## [TASK BRIEF]
Locate and copy each line in the data that contains the word "Klakring".

[Opening THE DATA section]

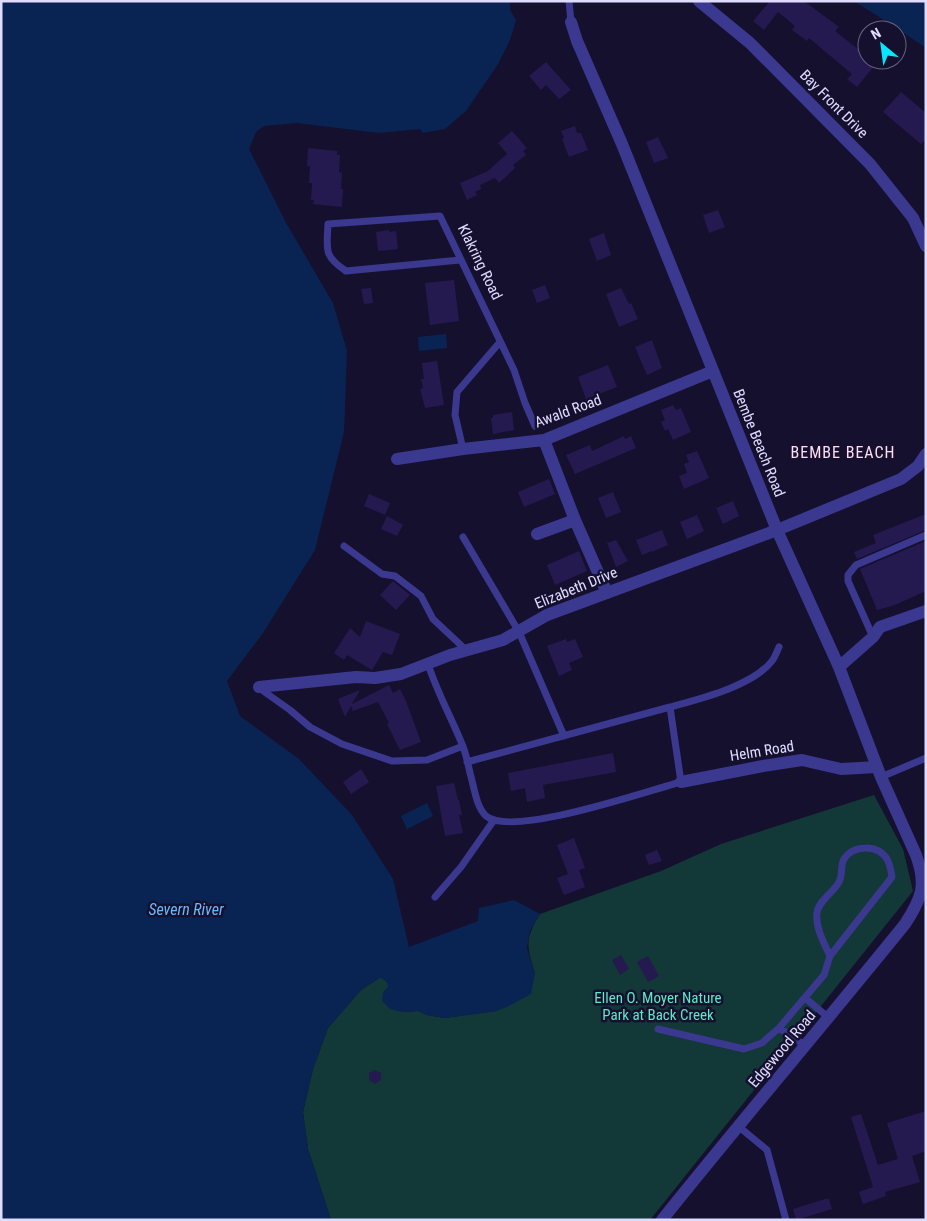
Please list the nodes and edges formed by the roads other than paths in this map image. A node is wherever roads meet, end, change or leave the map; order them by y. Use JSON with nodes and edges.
{"nodes":[{"id":1,"x":568,"y":1,"type":"edge"},
{"id":2,"x":700,"y":1,"type":"edge"},
{"id":3,"x":571,"y":22,"type":"joint"},
{"id":4,"x":926,"y":246,"type":"edge"},
{"id":5,"x":460,"y":260,"type":"junction"},
{"id":6,"x":500,"y":342,"type":"junction"},
{"id":7,"x":713,"y":371,"type":"junction"},
{"id":8,"x":535,"y":426,"type":"dead end"},
{"id":9,"x":544,"y":440,"type":"junction"},
{"id":10,"x":463,"y":449,"type":"junction"},
{"id":11,"x":926,"y":454,"type":"edge"},
{"id":12,"x":397,"y":459,"type":"dead end"},
{"id":13,"x":574,"y":520,"type":"junction"},
{"id":14,"x":777,"y":530,"type":"junction"},
{"id":15,"x":537,"y":534,"type":"dead end"},
{"id":16,"x":926,"y":535,"type":"edge"},
{"id":17,"x":463,"y":537,"type":"dead end"},
{"id":18,"x":344,"y":546,"type":"dead end"},
{"id":19,"x":607,"y":593,"type":"junction"},
{"id":20,"x":926,"y":611,"type":"edge"},
{"id":21,"x":519,"y":632,"type":"junction"},
{"id":22,"x":873,"y":637,"type":"junction"},
{"id":23,"x":779,"y":647,"type":"dead end"},
{"id":24,"x":466,"y":651,"type":"junction"},
{"id":25,"x":428,"y":664,"type":"junction"},
{"id":26,"x":839,"y":667,"type":"junction"},
{"id":27,"x":258,"y":687,"type":"joint"},
{"id":28,"x":670,"y":708,"type":"junction"},
{"id":29,"x":564,"y":736,"type":"junction"},
{"id":30,"x":463,"y":746,"type":"junction"},
{"id":31,"x":926,"y":758,"type":"edge"},
{"id":32,"x":467,"y":762,"type":"junction"},
{"id":33,"x":879,"y":772,"type":"junction"},
{"id":34,"x":681,"y":782,"type":"junction"},
{"id":35,"x":494,"y":820,"type":"junction"},
{"id":36,"x":434,"y":897,"type":"dead end"},
{"id":37,"x":923,"y":899,"type":"edge"},
{"id":38,"x":830,"y":956,"type":"junction"},
{"id":39,"x":805,"y":998,"type":"junction"},
{"id":40,"x":828,"y":1018,"type":"junction"},
{"id":41,"x":779,"y":1028,"type":"junction"},
{"id":42,"x":658,"y":1029,"type":"dead end"},
{"id":43,"x":806,"y":1046,"type":"junction"},
{"id":44,"x":738,"y":1126,"type":"junction"},
{"id":45,"x":662,"y":1220,"type":"edge"},
{"id":46,"x":786,"y":1220,"type":"edge"}],
"edges":[{"from":1,"to":3,"type":"lane","name":"Bembe Beach Road"},
{"from":2,"to":4,"type":"street","name":"Bay Front Drive"},
{"from":3,"to":7,"type":"street","name":"Bembe Beach Road"},
{"from":5,"to":5,"type":"lane","name":"Klakring Road"},
{"from":5,"to":6,"type":"lane","name":"Klakring Road"},
{"from":6,"to":8,"type":"lane","name":"Klakring Road"},
{"from":6,"to":10,"type":"lane"},
{"from":7,"to":9,"type":"street","name":"Awald Road"},
{"from":7,"to":14,"type":"street","name":"Bembe Beach Road"},
{"from":9,"to":10,"type":"street","name":"Awald Road"},
{"from":9,"to":13,"type":"street"},
{"from":10,"to":12,"type":"street","name":"Awald Road"},
{"from":11,"to":14,"type":"street"},
{"from":13,"to":15,"type":"street"},
{"from":13,"to":19,"type":"street"},
{"from":14,"to":19,"type":"street","name":"Elizabeth Drive"},
{"from":14,"to":26,"type":"street","name":"Bembe Beach Road"},
{"from":16,"to":22,"type":"lane"},
{"from":17,"to":21,"type":"lane"},
{"from":18,"to":24,"type":"lane"},
{"from":19,"to":21,"type":"street","name":"Elizabeth Drive"},
{"from":20,"to":22,"type":"street"},
{"from":21,"to":24,"type":"street","name":"Elizabeth Drive"},
{"from":21,"to":29,"type":"lane"},
{"from":22,"to":26,"type":"street"},
{"from":23,"to":28,"type":"lane"},
{"from":24,"to":25,"type":"street","name":"Elizabeth Drive"},
{"from":25,"to":27,"type":"street","name":"Elizabeth Drive"},
{"from":25,"to":30,"type":"lane"},
{"from":26,"to":33,"type":"street","name":"Bembe Beach Road"},
{"from":27,"to":30,"type":"lane"},
{"from":28,"to":29,"type":"lane"},
{"from":28,"to":34,"type":"lane"},
{"from":29,"to":32,"type":"lane"},
{"from":30,"to":32,"type":"lane"},
{"from":31,"to":33,"type":"lane"},
{"from":32,"to":35,"type":"lane"},
{"from":33,"to":34,"type":"street","name":"Helm Road"},
{"from":33,"to":37,"type":"street","name":"Bembe Beach Road"},
{"from":34,"to":35,"type":"lane"},
{"from":35,"to":36,"type":"lane"},
{"from":37,"to":40,"type":"street","name":"Edgewood Road"},
{"from":38,"to":38,"type":"lane"},
{"from":38,"to":39,"type":"lane"},
{"from":39,"to":40,"type":"lane"},
{"from":39,"to":41,"type":"lane"},
{"from":40,"to":43,"type":"street","name":"Edgewood Road"},
{"from":41,"to":42,"type":"lane"},
{"from":41,"to":43,"type":"lane"},
{"from":43,"to":44,"type":"street","name":"Edgewood Road"},
{"from":44,"to":45,"type":"street","name":"Edgewood Road"},
{"from":44,"to":46,"type":"lane"}]}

[Closing THE DATA section]

## [TASK OUTPUT]
{"from":5,"to":5,"type":"lane","name":"Klakring Road"},
{"from":5,"to":6,"type":"lane","name":"Klakring Road"},
{"from":6,"to":8,"type":"lane","name":"Klakring Road"},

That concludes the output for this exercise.